In the material below, find each line with the string "dead" and copy it.

<<<<

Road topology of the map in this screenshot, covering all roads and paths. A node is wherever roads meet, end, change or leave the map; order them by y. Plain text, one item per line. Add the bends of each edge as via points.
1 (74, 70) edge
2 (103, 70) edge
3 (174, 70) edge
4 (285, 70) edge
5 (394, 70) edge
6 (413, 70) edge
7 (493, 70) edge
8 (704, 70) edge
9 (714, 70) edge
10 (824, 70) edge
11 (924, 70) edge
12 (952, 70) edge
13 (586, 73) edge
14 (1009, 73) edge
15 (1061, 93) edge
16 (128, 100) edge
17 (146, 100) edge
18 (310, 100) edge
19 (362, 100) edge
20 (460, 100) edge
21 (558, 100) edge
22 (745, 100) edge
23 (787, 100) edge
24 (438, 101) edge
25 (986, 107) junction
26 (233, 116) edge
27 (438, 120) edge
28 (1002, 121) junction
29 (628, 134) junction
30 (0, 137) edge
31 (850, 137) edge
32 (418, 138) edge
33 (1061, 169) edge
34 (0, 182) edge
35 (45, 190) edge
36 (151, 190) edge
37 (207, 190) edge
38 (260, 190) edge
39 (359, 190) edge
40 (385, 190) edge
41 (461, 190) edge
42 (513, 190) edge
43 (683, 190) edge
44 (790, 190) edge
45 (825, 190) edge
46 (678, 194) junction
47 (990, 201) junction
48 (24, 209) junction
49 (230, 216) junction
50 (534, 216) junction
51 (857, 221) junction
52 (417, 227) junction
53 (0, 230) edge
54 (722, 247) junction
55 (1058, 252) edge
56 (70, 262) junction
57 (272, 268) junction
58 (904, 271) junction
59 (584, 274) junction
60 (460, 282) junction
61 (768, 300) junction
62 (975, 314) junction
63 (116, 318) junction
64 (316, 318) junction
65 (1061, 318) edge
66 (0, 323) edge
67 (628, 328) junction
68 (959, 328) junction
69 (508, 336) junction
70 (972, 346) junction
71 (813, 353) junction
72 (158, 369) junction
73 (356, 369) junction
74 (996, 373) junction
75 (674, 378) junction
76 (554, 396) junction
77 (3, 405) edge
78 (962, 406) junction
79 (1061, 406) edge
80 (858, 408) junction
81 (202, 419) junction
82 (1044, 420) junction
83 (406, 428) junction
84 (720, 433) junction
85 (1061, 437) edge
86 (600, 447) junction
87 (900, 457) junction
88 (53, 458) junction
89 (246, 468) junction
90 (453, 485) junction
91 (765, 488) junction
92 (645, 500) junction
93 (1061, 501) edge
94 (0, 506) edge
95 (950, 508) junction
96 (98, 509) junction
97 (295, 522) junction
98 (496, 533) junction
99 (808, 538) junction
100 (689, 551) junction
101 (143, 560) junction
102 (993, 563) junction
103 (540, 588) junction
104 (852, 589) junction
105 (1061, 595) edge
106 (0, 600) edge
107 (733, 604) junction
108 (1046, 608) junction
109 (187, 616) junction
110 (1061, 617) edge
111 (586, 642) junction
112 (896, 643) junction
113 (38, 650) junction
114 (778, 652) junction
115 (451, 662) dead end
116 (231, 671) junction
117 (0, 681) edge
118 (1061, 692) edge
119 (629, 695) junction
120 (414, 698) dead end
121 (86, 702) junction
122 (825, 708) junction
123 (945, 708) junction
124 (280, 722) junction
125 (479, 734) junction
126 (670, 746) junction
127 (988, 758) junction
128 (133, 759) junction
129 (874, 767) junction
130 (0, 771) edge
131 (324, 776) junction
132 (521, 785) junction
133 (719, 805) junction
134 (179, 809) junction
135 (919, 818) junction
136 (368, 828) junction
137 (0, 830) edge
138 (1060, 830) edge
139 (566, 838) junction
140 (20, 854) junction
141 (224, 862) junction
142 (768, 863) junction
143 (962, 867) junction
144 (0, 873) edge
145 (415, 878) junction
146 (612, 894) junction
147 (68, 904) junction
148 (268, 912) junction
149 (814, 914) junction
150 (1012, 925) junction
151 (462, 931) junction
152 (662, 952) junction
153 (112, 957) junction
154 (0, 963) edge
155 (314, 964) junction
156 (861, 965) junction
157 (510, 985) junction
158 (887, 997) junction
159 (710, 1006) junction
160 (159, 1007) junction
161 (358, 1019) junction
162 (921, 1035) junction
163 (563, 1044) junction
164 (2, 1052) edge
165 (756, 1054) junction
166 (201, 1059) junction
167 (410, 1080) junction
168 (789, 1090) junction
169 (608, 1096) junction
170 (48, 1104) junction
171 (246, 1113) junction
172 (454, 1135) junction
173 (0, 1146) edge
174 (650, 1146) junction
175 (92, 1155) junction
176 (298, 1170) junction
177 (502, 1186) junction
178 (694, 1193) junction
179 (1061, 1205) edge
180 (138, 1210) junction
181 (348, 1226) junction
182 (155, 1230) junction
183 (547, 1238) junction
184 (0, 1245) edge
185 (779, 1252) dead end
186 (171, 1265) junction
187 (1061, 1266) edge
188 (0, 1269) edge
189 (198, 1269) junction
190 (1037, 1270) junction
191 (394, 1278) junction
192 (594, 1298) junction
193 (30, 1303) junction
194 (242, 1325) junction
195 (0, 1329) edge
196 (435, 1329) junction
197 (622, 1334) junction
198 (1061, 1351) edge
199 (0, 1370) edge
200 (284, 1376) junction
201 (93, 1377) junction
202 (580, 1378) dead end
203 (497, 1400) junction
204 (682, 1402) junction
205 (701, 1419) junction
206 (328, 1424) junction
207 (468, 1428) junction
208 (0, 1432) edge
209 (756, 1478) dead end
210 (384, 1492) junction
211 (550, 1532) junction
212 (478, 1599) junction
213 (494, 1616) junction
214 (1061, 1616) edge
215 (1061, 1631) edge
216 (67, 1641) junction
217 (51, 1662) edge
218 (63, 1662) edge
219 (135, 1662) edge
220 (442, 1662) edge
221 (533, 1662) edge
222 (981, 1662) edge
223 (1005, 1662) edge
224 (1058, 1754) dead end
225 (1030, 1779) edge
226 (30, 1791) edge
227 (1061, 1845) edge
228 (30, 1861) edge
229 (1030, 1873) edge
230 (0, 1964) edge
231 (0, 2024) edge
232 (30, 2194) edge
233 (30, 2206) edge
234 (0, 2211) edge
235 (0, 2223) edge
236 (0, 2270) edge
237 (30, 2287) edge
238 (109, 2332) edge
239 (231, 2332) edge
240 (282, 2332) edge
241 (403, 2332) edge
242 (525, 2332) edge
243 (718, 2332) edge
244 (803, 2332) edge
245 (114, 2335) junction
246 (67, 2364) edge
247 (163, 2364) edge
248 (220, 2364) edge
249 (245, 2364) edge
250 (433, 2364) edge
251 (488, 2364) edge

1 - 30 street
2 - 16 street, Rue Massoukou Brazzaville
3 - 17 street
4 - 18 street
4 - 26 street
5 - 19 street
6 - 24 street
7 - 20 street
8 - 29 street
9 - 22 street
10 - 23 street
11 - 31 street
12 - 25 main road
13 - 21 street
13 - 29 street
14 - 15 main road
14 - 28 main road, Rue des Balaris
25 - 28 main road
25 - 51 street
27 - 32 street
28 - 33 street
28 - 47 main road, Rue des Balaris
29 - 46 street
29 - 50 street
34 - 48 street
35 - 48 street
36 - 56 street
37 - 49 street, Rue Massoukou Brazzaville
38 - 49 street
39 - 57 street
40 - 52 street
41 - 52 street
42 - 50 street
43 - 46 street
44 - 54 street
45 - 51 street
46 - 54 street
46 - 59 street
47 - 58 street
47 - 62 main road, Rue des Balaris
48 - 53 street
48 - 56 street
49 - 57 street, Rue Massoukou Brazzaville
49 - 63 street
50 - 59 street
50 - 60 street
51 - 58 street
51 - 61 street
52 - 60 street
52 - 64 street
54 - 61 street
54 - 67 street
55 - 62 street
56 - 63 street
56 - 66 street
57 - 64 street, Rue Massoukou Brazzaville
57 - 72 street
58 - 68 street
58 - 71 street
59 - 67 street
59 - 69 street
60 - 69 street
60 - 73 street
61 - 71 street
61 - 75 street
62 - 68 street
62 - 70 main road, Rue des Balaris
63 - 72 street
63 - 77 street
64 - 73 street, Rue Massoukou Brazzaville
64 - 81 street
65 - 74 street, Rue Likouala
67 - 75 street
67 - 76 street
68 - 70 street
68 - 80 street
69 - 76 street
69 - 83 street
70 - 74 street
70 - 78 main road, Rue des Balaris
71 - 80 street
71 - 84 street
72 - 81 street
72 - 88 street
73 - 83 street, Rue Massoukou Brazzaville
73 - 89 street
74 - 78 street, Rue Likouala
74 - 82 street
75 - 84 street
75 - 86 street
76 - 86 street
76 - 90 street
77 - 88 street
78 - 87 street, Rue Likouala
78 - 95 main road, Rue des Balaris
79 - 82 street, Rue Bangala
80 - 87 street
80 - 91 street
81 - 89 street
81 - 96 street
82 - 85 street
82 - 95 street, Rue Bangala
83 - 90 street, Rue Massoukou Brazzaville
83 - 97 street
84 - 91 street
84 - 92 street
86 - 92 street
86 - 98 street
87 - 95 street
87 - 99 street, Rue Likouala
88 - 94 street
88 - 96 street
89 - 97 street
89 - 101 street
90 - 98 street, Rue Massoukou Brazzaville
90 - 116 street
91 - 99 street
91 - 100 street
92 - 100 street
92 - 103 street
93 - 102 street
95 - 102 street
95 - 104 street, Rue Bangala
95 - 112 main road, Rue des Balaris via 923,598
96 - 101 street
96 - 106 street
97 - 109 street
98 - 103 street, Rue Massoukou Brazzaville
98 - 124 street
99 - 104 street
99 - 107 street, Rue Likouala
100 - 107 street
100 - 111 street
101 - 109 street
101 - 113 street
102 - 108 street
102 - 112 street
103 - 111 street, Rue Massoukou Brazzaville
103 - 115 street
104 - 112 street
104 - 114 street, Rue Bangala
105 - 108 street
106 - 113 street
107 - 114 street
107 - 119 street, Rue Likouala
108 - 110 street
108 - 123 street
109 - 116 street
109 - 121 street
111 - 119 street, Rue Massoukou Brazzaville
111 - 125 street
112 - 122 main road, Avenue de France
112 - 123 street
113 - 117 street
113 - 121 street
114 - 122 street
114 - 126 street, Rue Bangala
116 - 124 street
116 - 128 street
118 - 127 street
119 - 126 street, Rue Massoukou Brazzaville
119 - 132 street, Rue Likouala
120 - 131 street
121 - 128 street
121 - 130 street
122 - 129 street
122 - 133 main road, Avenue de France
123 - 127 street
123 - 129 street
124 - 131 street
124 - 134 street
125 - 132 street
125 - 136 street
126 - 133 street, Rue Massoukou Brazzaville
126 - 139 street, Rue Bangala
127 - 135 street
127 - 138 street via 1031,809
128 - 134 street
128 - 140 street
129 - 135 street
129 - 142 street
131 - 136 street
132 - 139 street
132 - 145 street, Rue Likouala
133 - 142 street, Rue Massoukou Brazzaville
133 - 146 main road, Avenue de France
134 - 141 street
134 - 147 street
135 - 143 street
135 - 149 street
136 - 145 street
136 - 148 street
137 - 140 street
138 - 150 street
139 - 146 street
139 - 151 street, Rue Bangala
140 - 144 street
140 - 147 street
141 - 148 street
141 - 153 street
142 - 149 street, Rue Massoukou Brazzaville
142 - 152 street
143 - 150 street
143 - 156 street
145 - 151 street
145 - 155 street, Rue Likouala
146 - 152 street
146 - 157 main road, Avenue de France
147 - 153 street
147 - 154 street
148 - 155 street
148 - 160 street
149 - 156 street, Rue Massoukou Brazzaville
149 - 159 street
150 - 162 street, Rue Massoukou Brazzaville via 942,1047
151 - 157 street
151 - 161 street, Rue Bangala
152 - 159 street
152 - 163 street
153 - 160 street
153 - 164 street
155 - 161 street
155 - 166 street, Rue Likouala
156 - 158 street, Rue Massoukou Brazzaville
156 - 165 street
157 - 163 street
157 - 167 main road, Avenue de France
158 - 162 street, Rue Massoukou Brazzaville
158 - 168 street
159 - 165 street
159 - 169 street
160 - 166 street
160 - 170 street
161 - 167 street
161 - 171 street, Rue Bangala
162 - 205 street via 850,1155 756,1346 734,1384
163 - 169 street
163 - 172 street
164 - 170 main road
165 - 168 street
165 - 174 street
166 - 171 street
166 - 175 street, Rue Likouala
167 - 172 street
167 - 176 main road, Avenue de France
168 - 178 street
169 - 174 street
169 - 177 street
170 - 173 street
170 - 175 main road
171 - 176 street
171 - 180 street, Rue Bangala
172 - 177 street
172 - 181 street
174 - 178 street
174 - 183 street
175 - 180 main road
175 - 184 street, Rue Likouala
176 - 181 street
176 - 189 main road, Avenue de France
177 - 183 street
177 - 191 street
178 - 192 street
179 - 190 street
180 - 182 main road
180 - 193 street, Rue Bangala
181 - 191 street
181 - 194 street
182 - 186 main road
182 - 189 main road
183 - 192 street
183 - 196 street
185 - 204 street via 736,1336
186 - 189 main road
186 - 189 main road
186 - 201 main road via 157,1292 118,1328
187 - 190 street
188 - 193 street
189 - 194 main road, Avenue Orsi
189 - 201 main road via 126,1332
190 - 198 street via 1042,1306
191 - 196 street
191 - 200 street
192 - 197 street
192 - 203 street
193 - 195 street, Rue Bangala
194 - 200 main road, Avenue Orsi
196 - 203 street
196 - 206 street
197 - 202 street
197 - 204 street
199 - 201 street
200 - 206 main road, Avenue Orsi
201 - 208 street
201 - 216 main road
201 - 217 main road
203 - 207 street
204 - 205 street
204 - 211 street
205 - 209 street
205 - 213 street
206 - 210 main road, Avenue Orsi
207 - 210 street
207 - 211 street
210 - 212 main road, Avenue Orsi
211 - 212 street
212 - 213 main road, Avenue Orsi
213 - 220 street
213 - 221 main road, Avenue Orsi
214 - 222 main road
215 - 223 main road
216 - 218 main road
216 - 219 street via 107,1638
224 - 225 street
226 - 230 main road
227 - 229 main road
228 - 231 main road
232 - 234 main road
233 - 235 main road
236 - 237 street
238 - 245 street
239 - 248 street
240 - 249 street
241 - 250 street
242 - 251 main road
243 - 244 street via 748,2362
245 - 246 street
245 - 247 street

>>>>

◆ WRITTEN SOLUTION:
115 (451, 662) dead end
120 (414, 698) dead end
185 (779, 1252) dead end
202 (580, 1378) dead end
209 (756, 1478) dead end
224 (1058, 1754) dead end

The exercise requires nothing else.